HH: It just happened. I’ve been writing it for years just on random days in a year. I had documents that traveled from computer to computer for twenty years—notes, lists, scenes. I had a fellowship from 2019 to 2020, and the obligation was to work on a book. I don’t think I would have given myself a chance to do it otherwise. I wouldn’t have carved out that kind of space and time. I set up my office with all my old things, and I just sort of sat with them. I found a letter from my old roommate Anthony, which was written right after we got back from Ken’s funeral. He expressed that he and our other friend Sean were concerned that I was not really dealing with his death. Not that any of us knew what that meant. I remember getting the letter and never acknowledging it. And one of the first things I did was to write Anthony back after all these years, even though we talk every few days. He didn’t even remember the letter, but it was a freeing exercise to write him back.
One of the first things I did when we found out what happened was that I wrote Ken a letter and told him everything that we’d missed out on. Every now and then I would write him again. I didn’t really think of these as part of the book because it didn’t seem to be the kind of thing that I could pull off. There are different visions of the book where it ends with me writing a short story about what our lives would have become. And another version with me completing the screenplay we wrote. But all of these things required a level of creativity that I don’t possess. As I was revisiting the screenplay we had started—it’s an afront to screenwriting to call it a script, since it was like three pages of notes—I felt like I was there with him, which is why, as I was writing, I randomly started addressing him directly. When I read it, I realized it actually worked. Much of the book up until this point had description with some distance to it, but this is the moment where that collapses.

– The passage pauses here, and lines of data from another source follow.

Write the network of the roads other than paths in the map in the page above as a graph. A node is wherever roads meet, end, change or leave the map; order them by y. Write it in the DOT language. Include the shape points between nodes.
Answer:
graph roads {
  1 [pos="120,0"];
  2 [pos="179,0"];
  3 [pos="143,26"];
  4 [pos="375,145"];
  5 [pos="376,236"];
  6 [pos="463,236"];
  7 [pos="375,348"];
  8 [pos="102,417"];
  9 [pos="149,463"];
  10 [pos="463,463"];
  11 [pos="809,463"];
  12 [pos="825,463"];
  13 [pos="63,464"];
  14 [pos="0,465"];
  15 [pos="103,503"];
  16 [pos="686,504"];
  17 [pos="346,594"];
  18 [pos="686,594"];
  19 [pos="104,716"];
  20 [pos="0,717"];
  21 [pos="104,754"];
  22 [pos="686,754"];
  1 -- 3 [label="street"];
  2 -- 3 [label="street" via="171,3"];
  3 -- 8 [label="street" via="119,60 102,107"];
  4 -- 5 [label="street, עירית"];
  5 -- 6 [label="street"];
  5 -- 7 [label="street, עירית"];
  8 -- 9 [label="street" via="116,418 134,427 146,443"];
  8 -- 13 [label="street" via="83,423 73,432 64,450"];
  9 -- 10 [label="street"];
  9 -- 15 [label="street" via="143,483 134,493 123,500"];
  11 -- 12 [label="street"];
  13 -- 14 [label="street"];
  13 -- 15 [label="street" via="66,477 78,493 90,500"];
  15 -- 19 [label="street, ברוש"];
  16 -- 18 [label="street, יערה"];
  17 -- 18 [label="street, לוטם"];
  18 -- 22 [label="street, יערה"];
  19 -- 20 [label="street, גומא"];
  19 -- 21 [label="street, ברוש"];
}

I think when I set out to write this when I was in my twenties, I thought, This is the saddest shit that will ever happen to any of us. And that is the tone of writing then. But you live and terrible things are always happening, and you realize that those who are still around have an obligation to honor that tragedy but turn it into something else. I realized that it was an opportunity to spend a little bit more time in the past not purely out of some kind of middle age nostalgia. It was a chance to prolong the hang a little longer. When you’re that age, you’re not really thinking about things as narrative. We stayed up till 3 a.m. and would see each other again at 9 a.m.—time just felt so different. It was really important for me to try and capture that. At the heart of it is something so terrible, but it was fun to try and bring back those moments of joy which made the heartbreak so deep.